Así es la dinámica de la democracia electoral, pero el abuso de la respuesta a las crisis de imagen con recortes y reducciones cada vez más radicales, nos ha metido ahora en una espiral acelerada de degradación del servicio público que no sé cómo ni cuándo va a parar. Hasta hace poco creía que había límites racionales que pararían esa dinámica, pero la publicación y la aplicación del decreto de austeridad del 23 de abril, en el que se propone entre otras diez medidas, no ejercer 75 por ciento del presupuesto disponible de las partidas de servicios generales, materiales y suministros, me ha hecho cambiar de opinión.

No sorprende a nadie que este gobierno aplique medidas radicales. Desde el inicio de esta administración, el presidente advirtió que sometería al gobierno federal a un proceso de ajuste del gasto acorde con su idea de austeridad republicana. Incluso, en varias ocasiones el presidente ha dicho que de ser necesario, los ajustes irían más allá, y que el criterio sería más parecido al de la pobreza franciscana. Leonardo Curzio atribuye al jefe de la Oficina de la Presidencia, Alfonso Romo, decir que las intenciones reales del presidente son aún más extremas, y que se llegaría hasta la penuria calcutiana. Héctor Aguilar ha escrito que el gobierno intenta cometer un "austericidio", término mal utilizado por cierto, pues significa "matar la austeridad", y en lugar de eso se le está avivando. En todo caso es "suicidio por austeridad", un "austerosuicidio". El hecho es que sí existe un límite material a estos recortes, que llegar a fuerza de dejar sin recursos al gobierno, a la inoperabilidad del aparato de la administración pública. Esta administración está, sin saberlo ni reconocerlo, en grave riesgo de morir de anorexia. El retiro de tres de cada cuatro computadoras a los servidores públicos en la Secretaría de Economía no es más que un síntoma de que el desorden alimenticio del gobierno ha alcanzado el paroxismo.

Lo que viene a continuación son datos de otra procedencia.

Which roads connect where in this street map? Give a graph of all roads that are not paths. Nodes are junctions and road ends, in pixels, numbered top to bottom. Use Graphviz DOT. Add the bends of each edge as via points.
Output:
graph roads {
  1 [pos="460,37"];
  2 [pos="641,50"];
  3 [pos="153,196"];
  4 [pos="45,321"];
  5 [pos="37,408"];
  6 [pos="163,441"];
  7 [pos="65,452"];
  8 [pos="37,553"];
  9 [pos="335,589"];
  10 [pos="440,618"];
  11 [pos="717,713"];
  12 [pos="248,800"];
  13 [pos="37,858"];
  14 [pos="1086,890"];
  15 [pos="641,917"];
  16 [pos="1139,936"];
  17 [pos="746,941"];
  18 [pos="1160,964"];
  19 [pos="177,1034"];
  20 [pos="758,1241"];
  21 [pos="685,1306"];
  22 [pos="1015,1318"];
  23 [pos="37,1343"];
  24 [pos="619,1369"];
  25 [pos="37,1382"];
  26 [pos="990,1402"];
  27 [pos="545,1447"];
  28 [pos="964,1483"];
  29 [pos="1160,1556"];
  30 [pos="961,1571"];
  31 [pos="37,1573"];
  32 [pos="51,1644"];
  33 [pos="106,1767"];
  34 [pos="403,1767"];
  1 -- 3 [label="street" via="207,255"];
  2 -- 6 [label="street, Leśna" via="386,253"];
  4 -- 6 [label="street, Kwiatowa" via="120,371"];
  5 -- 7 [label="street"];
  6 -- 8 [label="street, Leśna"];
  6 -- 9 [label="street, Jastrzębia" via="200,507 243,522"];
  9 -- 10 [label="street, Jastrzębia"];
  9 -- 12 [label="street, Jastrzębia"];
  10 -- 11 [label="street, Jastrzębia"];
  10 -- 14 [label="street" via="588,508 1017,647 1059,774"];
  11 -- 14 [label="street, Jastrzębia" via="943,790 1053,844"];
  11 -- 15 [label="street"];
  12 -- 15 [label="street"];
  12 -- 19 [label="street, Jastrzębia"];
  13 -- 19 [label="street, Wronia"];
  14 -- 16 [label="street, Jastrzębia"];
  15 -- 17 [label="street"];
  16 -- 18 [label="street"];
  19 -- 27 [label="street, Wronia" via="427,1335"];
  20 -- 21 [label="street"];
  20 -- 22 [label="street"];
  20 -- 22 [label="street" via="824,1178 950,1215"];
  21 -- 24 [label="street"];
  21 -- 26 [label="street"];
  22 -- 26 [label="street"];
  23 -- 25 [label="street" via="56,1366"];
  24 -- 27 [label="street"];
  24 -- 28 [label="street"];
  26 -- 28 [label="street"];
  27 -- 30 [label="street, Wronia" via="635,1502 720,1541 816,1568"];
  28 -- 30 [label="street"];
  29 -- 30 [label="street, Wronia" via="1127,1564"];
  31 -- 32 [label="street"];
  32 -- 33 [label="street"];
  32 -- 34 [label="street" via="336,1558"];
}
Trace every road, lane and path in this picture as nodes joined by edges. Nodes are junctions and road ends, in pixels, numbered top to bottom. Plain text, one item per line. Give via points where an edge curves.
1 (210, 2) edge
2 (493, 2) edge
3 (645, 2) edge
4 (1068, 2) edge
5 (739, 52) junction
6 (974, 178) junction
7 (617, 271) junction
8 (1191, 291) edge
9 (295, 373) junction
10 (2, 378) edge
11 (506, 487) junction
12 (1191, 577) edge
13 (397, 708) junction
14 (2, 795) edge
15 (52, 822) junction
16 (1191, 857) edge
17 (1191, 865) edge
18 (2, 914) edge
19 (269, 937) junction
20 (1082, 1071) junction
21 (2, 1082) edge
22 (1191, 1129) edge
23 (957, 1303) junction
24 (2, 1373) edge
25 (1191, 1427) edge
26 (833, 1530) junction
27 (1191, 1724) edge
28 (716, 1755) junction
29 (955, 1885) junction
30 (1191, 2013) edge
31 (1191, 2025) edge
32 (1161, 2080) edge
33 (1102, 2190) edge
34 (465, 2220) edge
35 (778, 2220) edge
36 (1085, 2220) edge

Más allá de que se pone en entredicho el proyecto transformador del gobierno con estos recortes, me preocupa que se desfonde la capacidad de la administración pública de operar, y las consecuencias que eso traiga en términos de servicios públicos básicos, de deterioro de instituciones, procesos y bienes públicos que tardamos años en diseñar, implantar y hacer cada vez más eficientes. Me preocupa que servidores públicos honestos y profesionales abandonen el gobierno por no encontrar las mínimas condiciones para hacer su trabajo, y lo que eso significa en pérdida de experiencia técnica y memoria histórica para el país. Me preocupa también pensar en qué tipo de personas sentirán en el futuro el llamado a trabajar en el gobierno, a sabiendas de que las oportunidades de progreso material están canceladas, y que la única forma de acceder a un mejor nivel de vida es corrompiéndose. Me preocupa finalmente, que el deterioro de los servicios del gobierno contribuya a un círculo vicioso al terminar de destruir la ya de por sí dañada confianza que los ciudadanos tienen en las instituciones públicas y en nuestra capacidad colectiva de encontrar soluciones a los grave problemas que enfrentamos.